_Aim of the exercise_.
Write out the records once more, exactly, and keep any image out.

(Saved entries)

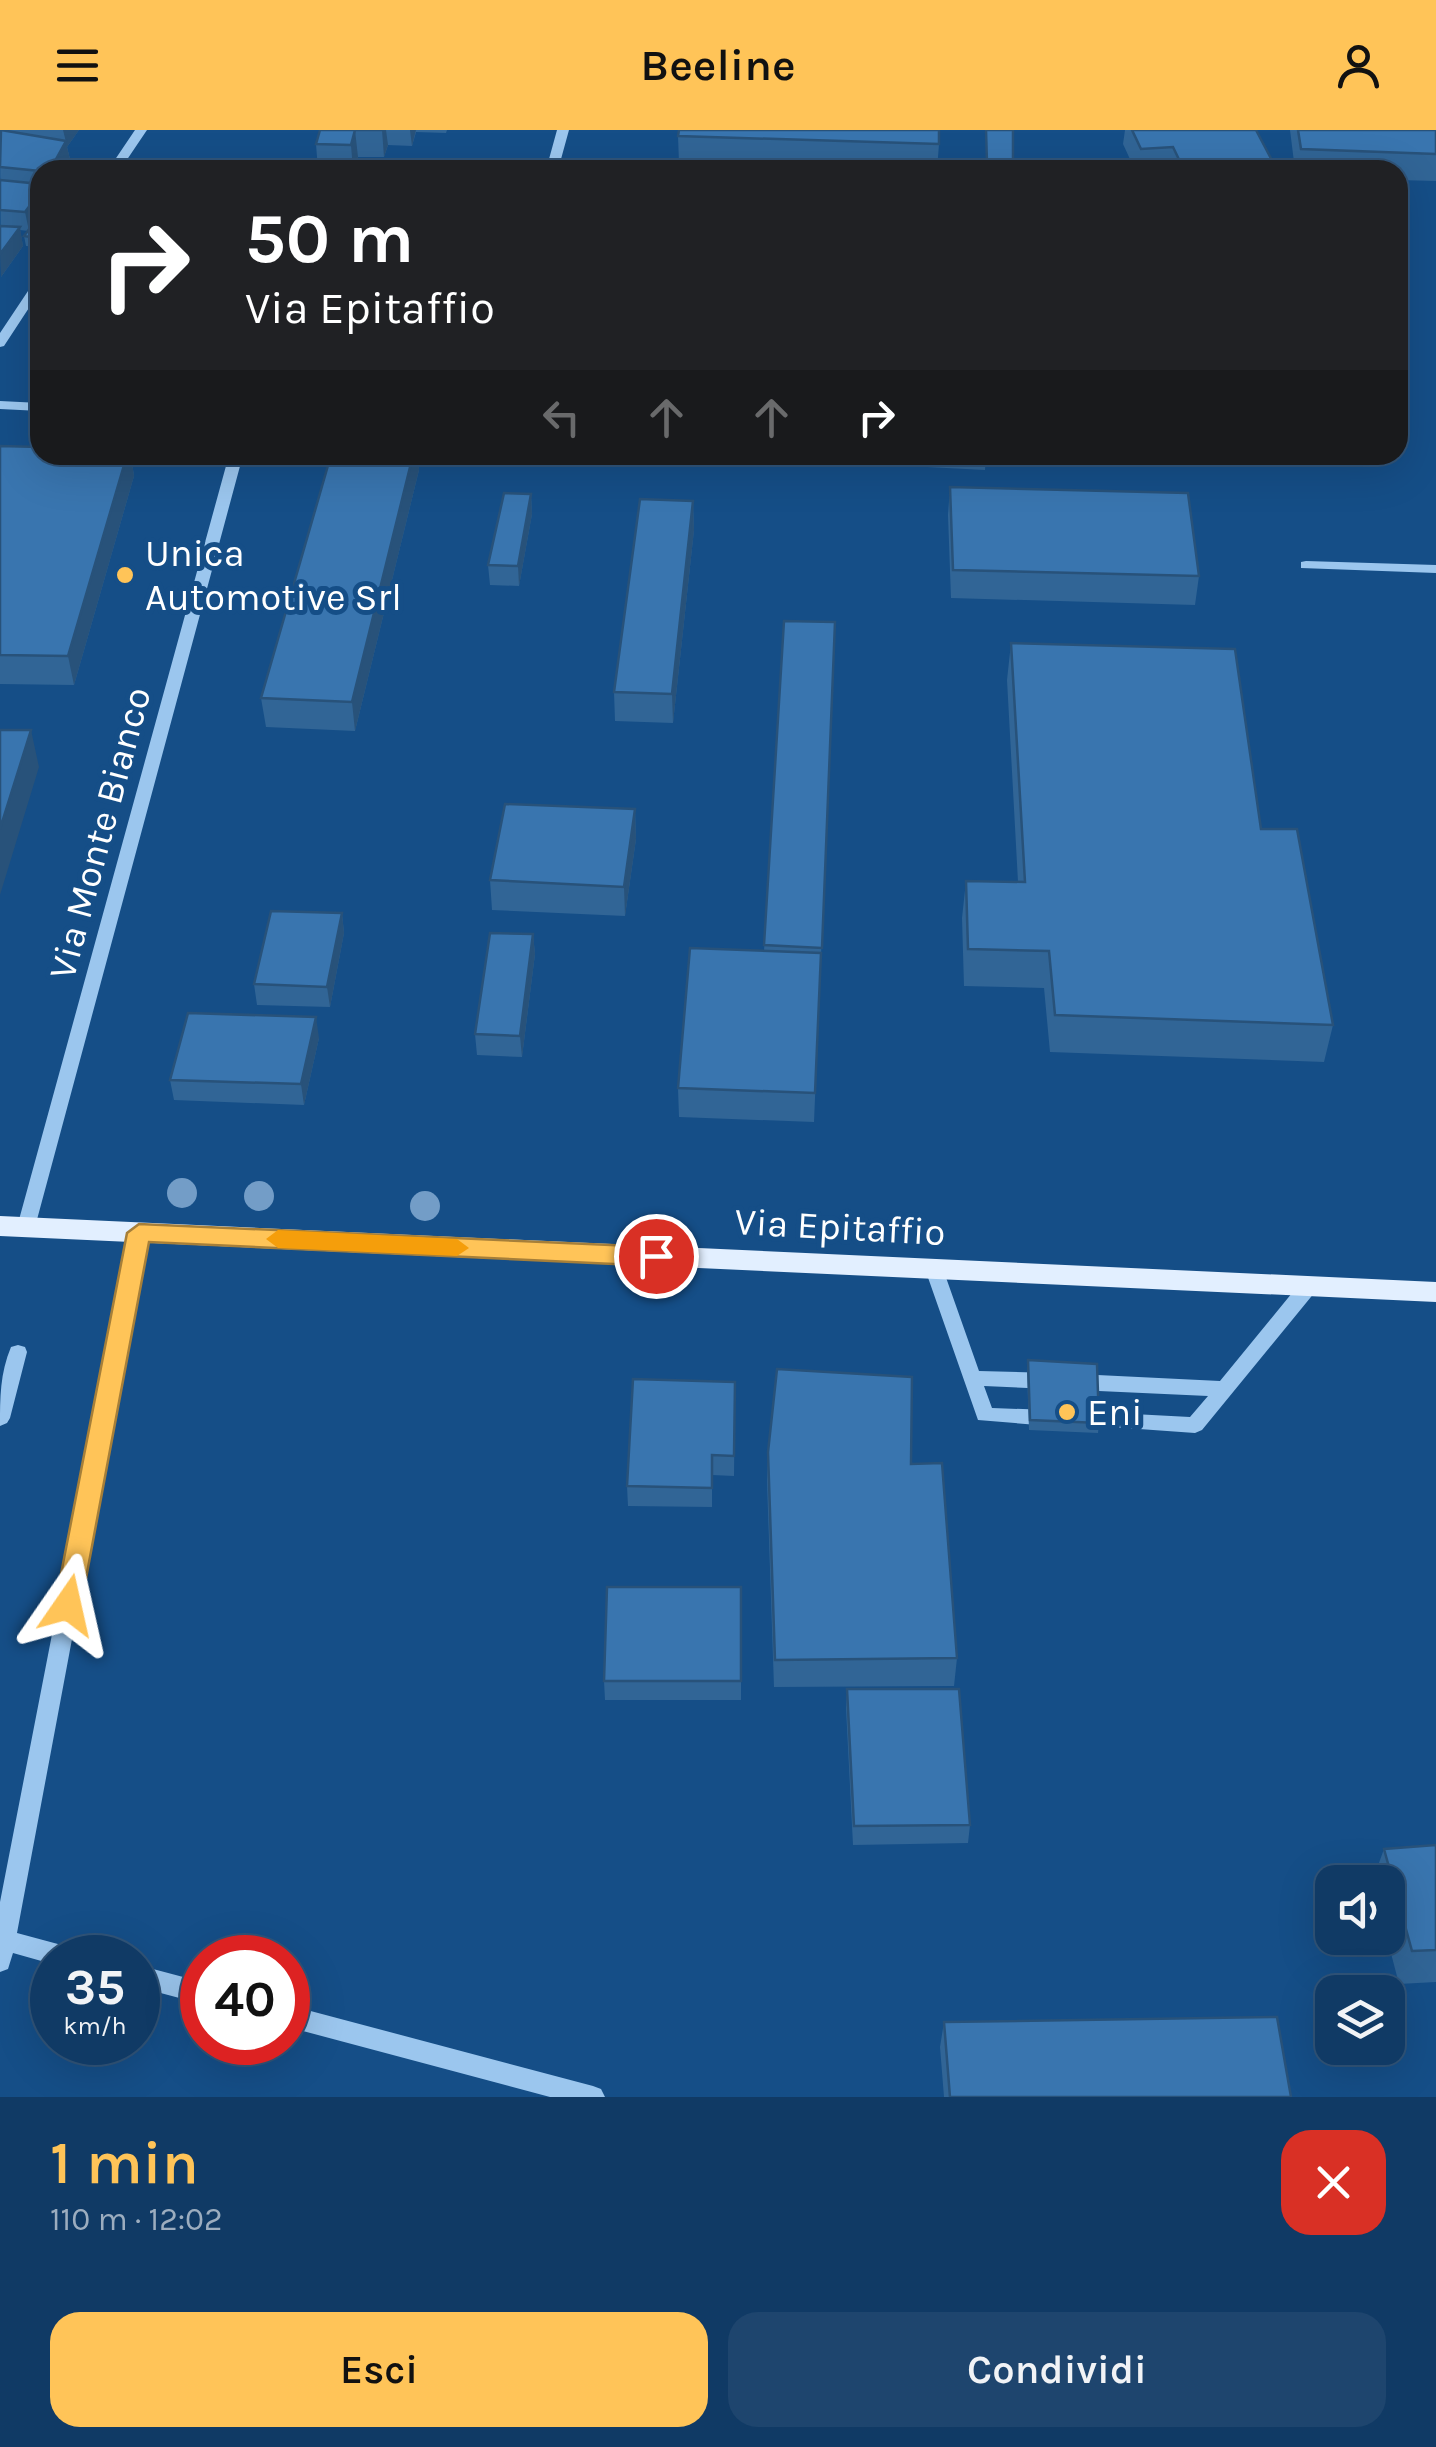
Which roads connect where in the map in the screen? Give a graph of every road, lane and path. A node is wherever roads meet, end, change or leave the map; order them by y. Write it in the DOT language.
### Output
graph roads {
  1 [pos="141,130"];
  2 [pos="562,130"];
  3 [pos="121,160"];
  4 [pos="554,160"];
  5 [pos="30,297"];
  6 [pos="0,342"];
  7 [pos="0,405"];
  8 [pos="30,406"];
  9 [pos="233,465"];
  10 [pos="1306,565"];
  11 [pos="1436,568"];
  12 [pos="13,1227"];
  13 [pos="139,1233"];
  14 [pos="934,1269"];
  15 [pos="1308,1286"];
  16 [pos="1436,1292"];
  17 [pos="18,1352"];
  18 [pos="972,1378"];
  19 [pos="1224,1389"];
  20 [pos="0,1418"];
  21 [pos="2,1950"];
  22 [pos="30,1953"];
  23 [pos="310,2022"];
  24 [pos="593,2097"];
  1 -- 3 [label="street"];
  2 -- 4 [label="street"];
  5 -- 6 [label="street"];
  7 -- 8 [label="street"];
  9 -- 12 [label="street, Via Monte Bianco"];
  10 -- 11 [label="street"];
  12 -- 13 [label="main road, Via Epitaffio"];
  13 -- 14 [label="main road, Via Epitaffio"];
  13 -- 21 [label="street"];
  14 -- 15 [label="main road, Via Epitaffio"];
  14 -- 18 [label="street"];
  15 -- 16 [label="main road, Via Epitaffio"];
  15 -- 19 [label="street"];
  17 -- 20 [label="street"];
  18 -- 19 [label="street"];
  18 -- 19 [label="street"];
  21 -- 22 [label="street"];
  23 -- 24 [label="street"];
}
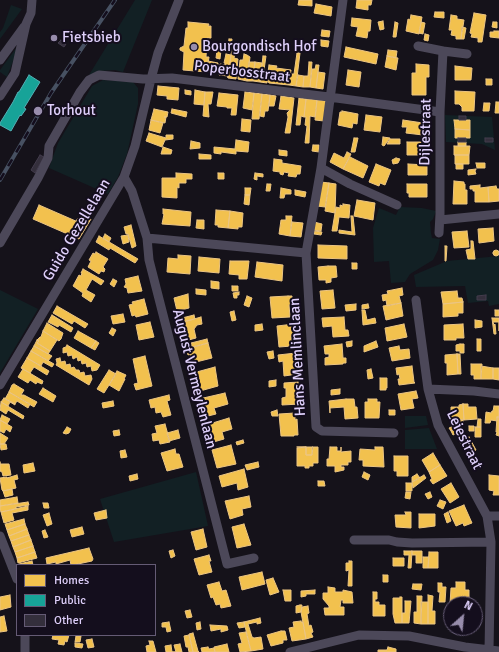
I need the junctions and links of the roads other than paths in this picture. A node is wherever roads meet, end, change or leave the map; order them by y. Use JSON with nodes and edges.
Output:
{"nodes":[{"id":1,"x":32,"y":0,"type":"edge"},
{"id":2,"x":179,"y":0,"type":"edge"},
{"id":3,"x":343,"y":0,"type":"edge"},
{"id":4,"x":26,"y":24,"type":"junction"},
{"id":5,"x":418,"y":46,"type":"dead end"},
{"id":6,"x":443,"y":51,"type":"junction"},
{"id":7,"x":468,"y":54,"type":"dead end"},
{"id":8,"x":0,"y":60,"type":"edge"},
{"id":9,"x":150,"y":79,"type":"junction"},
{"id":10,"x":1,"y":94,"type":"edge"},
{"id":11,"x":329,"y":97,"type":"junction"},
{"id":12,"x":440,"y":112,"type":"junction"},
{"id":13,"x":320,"y":168,"type":"junction"},
{"id":14,"x":124,"y":177,"type":"junction"},
{"id":15,"x":397,"y":205,"type":"dead end"},
{"id":16,"x":499,"y":214,"type":"edge"},
{"id":17,"x":440,"y":217,"type":"junction"},
{"id":18,"x":439,"y":233,"type":"dead end"},
{"id":19,"x":147,"y":238,"type":"junction"},
{"id":20,"x":0,"y":243,"type":"edge"},
{"id":21,"x":306,"y":253,"type":"junction"},
{"id":22,"x":416,"y":300,"type":"dead end"},
{"id":23,"x":0,"y":385,"type":"edge"},
{"id":24,"x":428,"y":389,"type":"junction"},
{"id":25,"x":499,"y":394,"type":"edge"},
{"id":26,"x":394,"y":433,"type":"dead end"},
{"id":27,"x":487,"y":516,"type":"junction"},
{"id":28,"x":499,"y":516,"type":"edge"},
{"id":29,"x":0,"y":536,"type":"edge"},
{"id":30,"x":354,"y":540,"type":"dead end"},
{"id":31,"x":491,"y":542,"type":"junction"},
{"id":32,"x":254,"y":558,"type":"dead end"},
{"id":33,"x":16,"y":576,"type":"edge"},
{"id":34,"x":25,"y":636,"type":"edge"},
{"id":35,"x":489,"y":650,"type":"junction"},
{"id":36,"x":499,"y":651,"type":"edge"},
{"id":37,"x":25,"y":652,"type":"edge"},
{"id":38,"x":290,"y":652,"type":"edge"}],
"edges":[{"from":1,"to":4,"type":"street"},
{"from":2,"to":9,"type":"street","name":"Guido Gezellelaan"},
{"from":3,"to":11,"type":"street"},
{"from":4,"to":8,"type":"street"},
{"from":4,"to":10,"type":"street"},
{"from":5,"to":6,"type":"street"},
{"from":6,"to":7,"type":"street"},
{"from":6,"to":12,"type":"street","name":"Dijlestraat"},
{"from":9,"to":11,"type":"street","name":"Poperbosstraat"},
{"from":9,"to":14,"type":"street","name":"Guido Gezellelaan"},
{"from":9,"to":20,"type":"street","name":"Poperbosstraat"},
{"from":11,"to":12,"type":"street","name":"Poperbosstraat"},
{"from":11,"to":13,"type":"street"},
{"from":12,"to":17,"type":"street","name":"Dijlestraat"},
{"from":13,"to":15,"type":"street"},
{"from":13,"to":21,"type":"street"},
{"from":14,"to":19,"type":"street","name":"August Vermeylenlaan"},
{"from":14,"to":23,"type":"street","name":"Guido Gezellelaan"},
{"from":16,"to":17,"type":"street"},
{"from":17,"to":18,"type":"street","name":"Dijlestraat"},
{"from":19,"to":21,"type":"street"},
{"from":19,"to":32,"type":"street","name":"August Vermeylenlaan"},
{"from":21,"to":26,"type":"street","name":"Hans Memlinclaan"},
{"from":22,"to":24,"type":"street","name":"Leiestraat"},
{"from":24,"to":25,"type":"street"},
{"from":24,"to":27,"type":"street","name":"Leiestraat"},
{"from":27,"to":28,"type":"street"},
{"from":27,"to":31,"type":"street","name":"Leiestraat"},
{"from":29,"to":33,"type":"street"},
{"from":30,"to":31,"type":"street"},
{"from":31,"to":35,"type":"street","name":"Leiestraat"},
{"from":34,"to":37,"type":"street"},
{"from":35,"to":36,"type":"street"},
{"from":35,"to":38,"type":"street"}]}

_Result of this task_.
Which roads connect where in the map in the screen? Give a graph of every road, lane and path. A node is wherever roads meet, end, change or leave the map; order them by y. Write it in the DOT language.
### Output
graph roads {
  1 [pos="141,130"];
  2 [pos="562,130"];
  3 [pos="121,160"];
  4 [pos="554,160"];
  5 [pos="30,297"];
  6 [pos="0,342"];
  7 [pos="0,405"];
  8 [pos="30,406"];
  9 [pos="233,465"];
  10 [pos="1306,565"];
  11 [pos="1436,568"];
  12 [pos="13,1227"];
  13 [pos="139,1233"];
  14 [pos="934,1269"];
  15 [pos="1308,1286"];
  16 [pos="1436,1292"];
  17 [pos="18,1352"];
  18 [pos="972,1378"];
  19 [pos="1224,1389"];
  20 [pos="0,1418"];
  21 [pos="2,1950"];
  22 [pos="30,1953"];
  23 [pos="310,2022"];
  24 [pos="593,2097"];
  1 -- 3 [label="street"];
  2 -- 4 [label="street"];
  5 -- 6 [label="street"];
  7 -- 8 [label="street"];
  9 -- 12 [label="street, Via Monte Bianco"];
  10 -- 11 [label="street"];
  12 -- 13 [label="main road, Via Epitaffio"];
  13 -- 14 [label="main road, Via Epitaffio"];
  13 -- 21 [label="street"];
  14 -- 15 [label="main road, Via Epitaffio"];
  14 -- 18 [label="street"];
  15 -- 16 [label="main road, Via Epitaffio"];
  15 -- 19 [label="street"];
  17 -- 20 [label="street"];
  18 -- 19 [label="street"];
  18 -- 19 [label="street"];
  21 -- 22 [label="street"];
  23 -- 24 [label="street"];
}
I need the junctions and links of the roads other than paths in this picture. A node is wherever roads meet, end, change or leave the map; order them by y. Use JSON with nodes and edges.
Output:
{"nodes":[{"id":1,"x":32,"y":0,"type":"edge"},
{"id":2,"x":179,"y":0,"type":"edge"},
{"id":3,"x":343,"y":0,"type":"edge"},
{"id":4,"x":26,"y":24,"type":"junction"},
{"id":5,"x":418,"y":46,"type":"dead end"},
{"id":6,"x":443,"y":51,"type":"junction"},
{"id":7,"x":468,"y":54,"type":"dead end"},
{"id":8,"x":0,"y":60,"type":"edge"},
{"id":9,"x":150,"y":79,"type":"junction"},
{"id":10,"x":1,"y":94,"type":"edge"},
{"id":11,"x":329,"y":97,"type":"junction"},
{"id":12,"x":440,"y":112,"type":"junction"},
{"id":13,"x":320,"y":168,"type":"junction"},
{"id":14,"x":124,"y":177,"type":"junction"},
{"id":15,"x":397,"y":205,"type":"dead end"},
{"id":16,"x":499,"y":214,"type":"edge"},
{"id":17,"x":440,"y":217,"type":"junction"},
{"id":18,"x":439,"y":233,"type":"dead end"},
{"id":19,"x":147,"y":238,"type":"junction"},
{"id":20,"x":0,"y":243,"type":"edge"},
{"id":21,"x":306,"y":253,"type":"junction"},
{"id":22,"x":416,"y":300,"type":"dead end"},
{"id":23,"x":0,"y":385,"type":"edge"},
{"id":24,"x":428,"y":389,"type":"junction"},
{"id":25,"x":499,"y":394,"type":"edge"},
{"id":26,"x":394,"y":433,"type":"dead end"},
{"id":27,"x":487,"y":516,"type":"junction"},
{"id":28,"x":499,"y":516,"type":"edge"},
{"id":29,"x":0,"y":536,"type":"edge"},
{"id":30,"x":354,"y":540,"type":"dead end"},
{"id":31,"x":491,"y":542,"type":"junction"},
{"id":32,"x":254,"y":558,"type":"dead end"},
{"id":33,"x":16,"y":576,"type":"edge"},
{"id":34,"x":25,"y":636,"type":"edge"},
{"id":35,"x":489,"y":650,"type":"junction"},
{"id":36,"x":499,"y":651,"type":"edge"},
{"id":37,"x":25,"y":652,"type":"edge"},
{"id":38,"x":290,"y":652,"type":"edge"}],
"edges":[{"from":1,"to":4,"type":"street"},
{"from":2,"to":9,"type":"street","name":"Guido Gezellelaan"},
{"from":3,"to":11,"type":"street"},
{"from":4,"to":8,"type":"street"},
{"from":4,"to":10,"type":"street"},
{"from":5,"to":6,"type":"street"},
{"from":6,"to":7,"type":"street"},
{"from":6,"to":12,"type":"street","name":"Dijlestraat"},
{"from":9,"to":11,"type":"street","name":"Poperbosstraat"},
{"from":9,"to":14,"type":"street","name":"Guido Gezellelaan"},
{"from":9,"to":20,"type":"street","name":"Poperbosstraat"},
{"from":11,"to":12,"type":"street","name":"Poperbosstraat"},
{"from":11,"to":13,"type":"street"},
{"from":12,"to":17,"type":"street","name":"Dijlestraat"},
{"from":13,"to":15,"type":"street"},
{"from":13,"to":21,"type":"street"},
{"from":14,"to":19,"type":"street","name":"August Vermeylenlaan"},
{"from":14,"to":23,"type":"street","name":"Guido Gezellelaan"},
{"from":16,"to":17,"type":"street"},
{"from":17,"to":18,"type":"street","name":"Dijlestraat"},
{"from":19,"to":21,"type":"street"},
{"from":19,"to":32,"type":"street","name":"August Vermeylenlaan"},
{"from":21,"to":26,"type":"street","name":"Hans Memlinclaan"},
{"from":22,"to":24,"type":"street","name":"Leiestraat"},
{"from":24,"to":25,"type":"street"},
{"from":24,"to":27,"type":"street","name":"Leiestraat"},
{"from":27,"to":28,"type":"street"},
{"from":27,"to":31,"type":"street","name":"Leiestraat"},
{"from":29,"to":33,"type":"street"},
{"from":30,"to":31,"type":"street"},
{"from":31,"to":35,"type":"street","name":"Leiestraat"},
{"from":34,"to":37,"type":"street"},
{"from":35,"to":36,"type":"street"},
{"from":35,"to":38,"type":"street"}]}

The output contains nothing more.